Bachelard’s father, the senator, was no innocent bystander when it came to Tunnel. He had his tentacles all over the island. He was invested. No one needed to keep him in the loop, especially not a new cop out to impress.

“So we’re stuck with her,” said O’Shea.

“She’s harmless enough,” said Harris.

It was true. If one taste of Drainland put her into a spin, Romano would not prove dangerous, especially now that she understood how permanent things were.

“Back to business,” said O’Shea.

“Back to business,” said Harris.

The girl’s father, Donald Marr, came back into the fold. O’Shea set him up with a job on the mainland, essentially the same job he’d had on Tunnel except now he drove the supply boat in the opposite direction. Harris and Dev still used Marr’s old boat for delivery runs. They met him out to sea. Very little had changed in Don after Sophie’s passing. He had always been a bit of a blank slate. In the dead of night, as he pulled his new boat up alongside the old one, he gave off the appearance of the same man, doing the same work. Dev found his coldness chilling. Harris agreed.

In December, the removalists came and packed up the Marr house, and it was on the market a week later. A New Zealand businesswoman bought the place for a holiday home. The house now sat there vacant, for the most part.

After that, the rest of the year dwindled away. The tourists came. The heat rose. The tenor of the island ramped up. Harris kept his nights open. Each new week sat discrete from the next. He did the meetings. He made his delivery runs in the boat. He stayed semi-retired. He stayed out of O’Shea’s problems: a guy from the mainland came looking for a missing girl; a brawl broke out at the Bond Mirage; the simmering tension between the Doomriders and the Chans continued unabated. As often as possible, Harris met Dev down on the point to meditate. They sat in the grass together and watched the sun glimmer in the sea water.
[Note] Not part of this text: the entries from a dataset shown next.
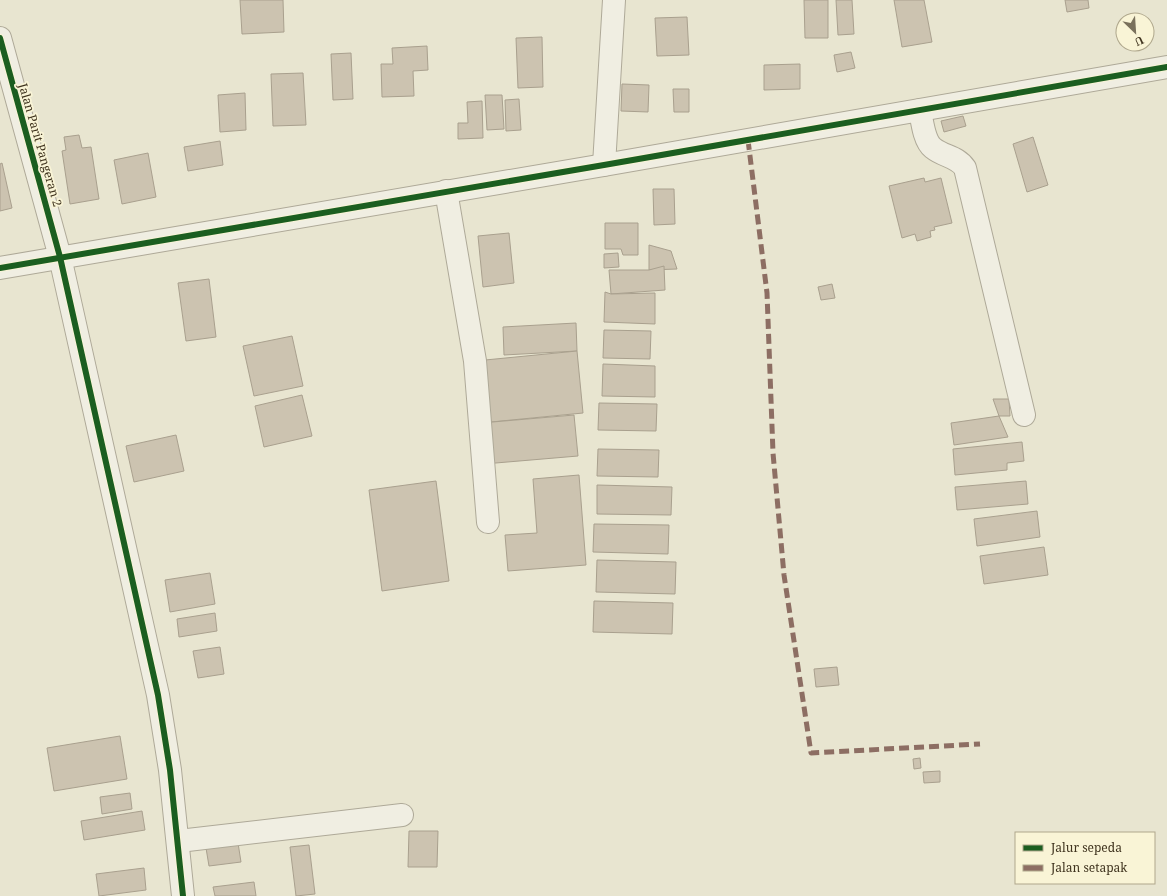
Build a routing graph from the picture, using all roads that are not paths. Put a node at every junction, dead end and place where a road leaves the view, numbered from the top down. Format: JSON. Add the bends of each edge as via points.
{"nodes":[{"id":1,"x":614,"y":0,"type":"edge"},
{"id":2,"x":1,"y":48,"type":"edge"},
{"id":3,"x":1167,"y":67,"type":"edge"},
{"id":4,"x":920,"y":110,"type":"junction"},
{"id":5,"x":604,"y":165,"type":"junction"},
{"id":6,"x":446,"y":191,"type":"junction"},
{"id":7,"x":60,"y":257,"type":"junction"},
{"id":8,"x":0,"y":268,"type":"edge"},
{"id":9,"x":1024,"y":414,"type":"dead end"},
{"id":10,"x":488,"y":522,"type":"dead end"},
{"id":11,"x":402,"y":815,"type":"dead end"},
{"id":12,"x":179,"y":841,"type":"junction"},
{"id":13,"x":183,"y":896,"type":"edge"}],
"edges":[{"from":1,"to":5,"type":"street"},
{"from":2,"to":7,"type":"street","name":"Jalan Parit Pangeran 2"},
{"from":3,"to":4,"type":"street"},
{"from":4,"to":5,"type":"street"},
{"from":4,"to":9,"type":"street","via":[[928,142],[933,148],[960,161],[965,168]]},
{"from":5,"to":6,"type":"street"},
{"from":6,"to":7,"type":"street"},
{"from":6,"to":10,"type":"street","via":[[475,361]]},
{"from":7,"to":8,"type":"street"},
{"from":7,"to":12,"type":"street","name":"Jalan Parit Pangeran 2","via":[[158,695]]},
{"from":11,"to":12,"type":"street"},
{"from":12,"to":13,"type":"street","name":"Jalan Parit Pangeran 2"}]}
Concentrate on your breathing, Jim.

Let the breeze pass through you, Jim.

Let your head hang loose on your shoulders and let the energy drain down, all the way to your toes, Jim.
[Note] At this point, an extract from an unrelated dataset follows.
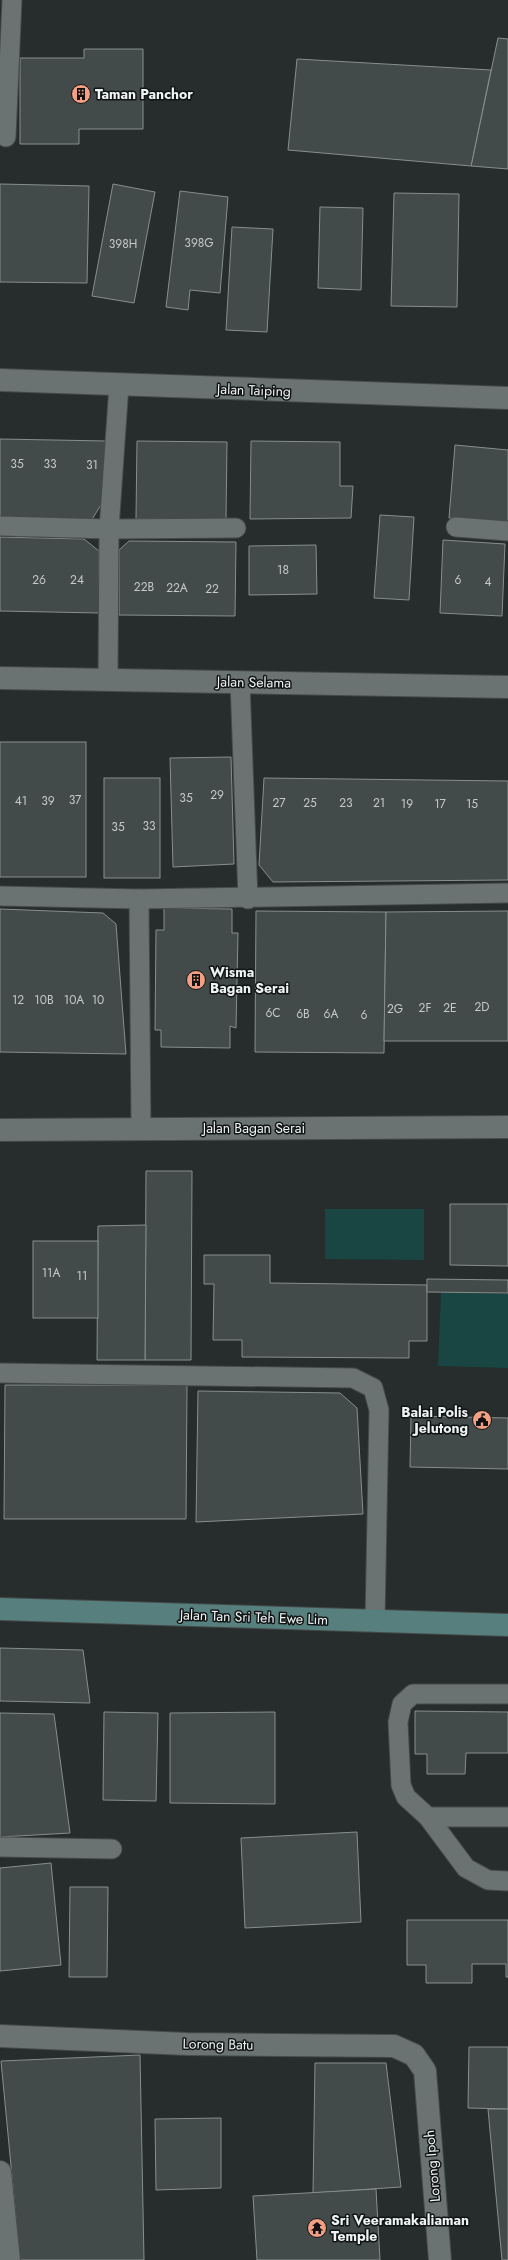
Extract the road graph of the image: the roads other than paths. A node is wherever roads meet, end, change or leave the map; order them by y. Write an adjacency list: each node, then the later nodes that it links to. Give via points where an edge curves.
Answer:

He could never make it work.

It was never quite enough.

The past nagged at him.

He kept checking on Romano, watching the woman slowly divide further and further apart. He wanted this, but he also couldn’t completely abide it. It felt wrong. By December she was managing an hour or two at the station house, but the pace didn’t seem to suit her. Harris knew the signs. She was using again. Carl Yates confirmed it. He had a pizza guy selling to her. Harris didn’t want to help, but some part of him felt sorry for her.

A quick search through her house one night revealed more case files spread across the living room floor, more note paper full of receipts and lists and theory. Harris still had the phone tapped and by working from home as she did, she left a trail of calls. He went home and followed the paperwork. She was all over Pastor Frith and the Mission, which was a curious move. Harris had no idea why. The old priest never seemed to bother anyone. Harris couldn’t think of someone less involved in the Gold Point thing. Maybe Romano was just spinning her wheels? Or, with a grim smile, Harris realised that maybe Romano was starting to settle in good and proper. No one liked a do-gooder on Tunnel. The locals—true locals—nursed all sorts of vendettas and obsessions. Maybe this was Romano’s induction?
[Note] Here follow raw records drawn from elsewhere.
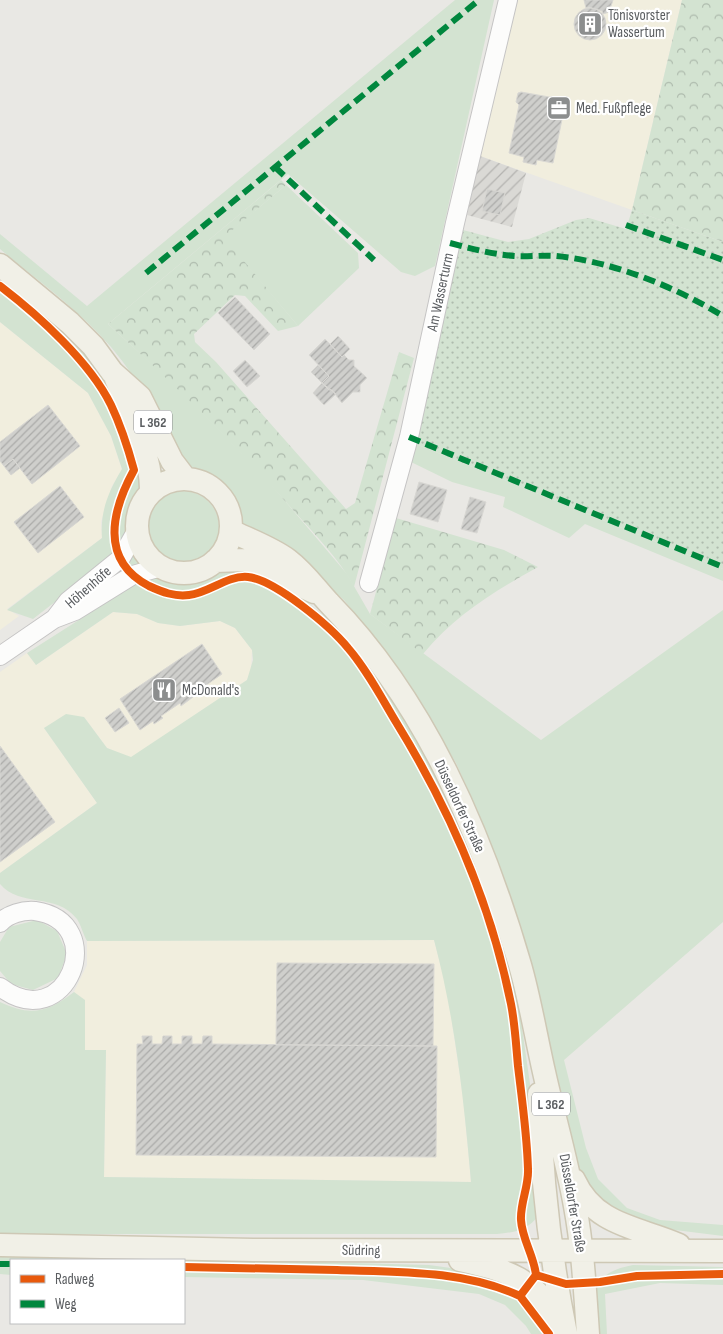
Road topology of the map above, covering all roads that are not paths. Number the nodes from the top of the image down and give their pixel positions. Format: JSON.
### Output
{"nodes":[{"id":1,"x":508,"y":0,"type":"edge"},
{"id":2,"x":0,"y":265,"type":"edge"},
{"id":3,"x":112,"y":372,"type":"junction"},
{"id":4,"x":185,"y":478,"type":"junction"},
{"id":5,"x":151,"y":492,"type":"junction"},
{"id":6,"x":137,"y":530,"type":"junction"},
{"id":7,"x":231,"y":531,"type":"junction"},
{"id":8,"x":215,"y":561,"type":"junction"},
{"id":9,"x":161,"y":567,"type":"junction"},
{"id":10,"x":369,"y":583,"type":"dead end"},
{"id":11,"x":322,"y":595,"type":"junction"},
{"id":12,"x":54,"y":619,"type":"junction"},
{"id":13,"x":0,"y":656,"type":"edge"},
{"id":14,"x":1,"y":921,"type":"edge"},
{"id":15,"x":0,"y":987,"type":"edge"},
{"id":16,"x":538,"y":1046,"type":"junction"},
{"id":17,"x":566,"y":1162,"type":"junction"},
{"id":18,"x":0,"y":1246,"type":"edge"},
{"id":19,"x":552,"y":1250,"type":"junction"},
{"id":20,"x":582,"y":1250,"type":"junction"},
{"id":21,"x":691,"y":1250,"type":"junction"},
{"id":22,"x":422,"y":1251,"type":"junction"},
{"id":23,"x":723,"y":1251,"type":"edge"},
{"id":24,"x":565,"y":1334,"type":"edge"},
{"id":25,"x":588,"y":1334,"type":"edge"}],
"edges":[{"from":1,"to":10,"type":"street","name":"Am Wasserturm"},
{"from":2,"to":3,"type":"main road","number":"L 362"},
{"from":3,"to":4,"type":"main road","number":"L 362"},
{"from":3,"to":5,"type":"main road","number":"L 362"},
{"from":4,"to":5,"type":"main road"},
{"from":4,"to":7,"type":"main road"},
{"from":5,"to":6,"type":"main road"},
{"from":6,"to":9,"type":"main road"},
{"from":6,"to":12,"type":"street","name":"Höhenhöfe"},
{"from":7,"to":8,"type":"main road"},
{"from":7,"to":11,"type":"main road","name":"Düsseldorfer Straße","number":"L 362"},
{"from":8,"to":9,"type":"main road"},
{"from":8,"to":11,"type":"main road","name":"Düsseldorfer Straße","number":"L 362"},
{"from":9,"to":12,"type":"street","name":"Höhenhöfe"},
{"from":11,"to":16,"type":"main road","name":"Düsseldorfer Straße","number":"L 362"},
{"from":12,"to":13,"type":"street","name":"Höhenhöfe"},
{"from":14,"to":15,"type":"street"},
{"from":16,"to":17,"type":"main road","name":"Düsseldorfer Straße","number":"L 362"},
{"from":16,"to":19,"type":"main road","name":"Düsseldorfer Straße","number":"L 362"},
{"from":17,"to":20,"type":"main road","name":"Düsseldorfer Straße","number":"L 362"},
{"from":17,"to":21,"type":"main road"},
{"from":18,"to":22,"type":"main road","name":"Südring"},
{"from":19,"to":20,"type":"main road","name":"Südring"},
{"from":19,"to":22,"type":"main road","name":"Südring"},
{"from":19,"to":24,"type":"main road","name":"Düsseldorfer Straße"},
{"from":20,"to":21,"type":"main road","name":"Südring"},
{"from":20,"to":25,"type":"main road","name":"Düsseldorfer Straße","number":"L 362"},
{"from":21,"to":23,"type":"main road","name":"Südring"},
{"from":22,"to":24,"type":"main road"}]}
Whatever it was, it put her right into the spiral. By mid-December, she was a wreck, looking more full-blown as the days passed. She was completely oblivious, but it was starting to get noticed. The talk was that she’d interviewed a group of Frith’s nurses down in Arthurton and scared the old ladies half to death. The racket she made on the mainland—calling every other day, chasing down files and confirmations—eventually it all appeared on O’Shea’s radar, and he wasn’t pleased.

“Ya going to have to do something,” said O’Shea. “Ya said this shit with Drainland would tame her.”

Harris shrugged. “I’m not doing anything yet.”

“Soon,” said O’Shea. “This is not like the rest of it. Ya can’t just ignore it. Ya got yourself involved, so just remember, ya involved now, lad.”

“I’m a better judge of that than you,” said Harris.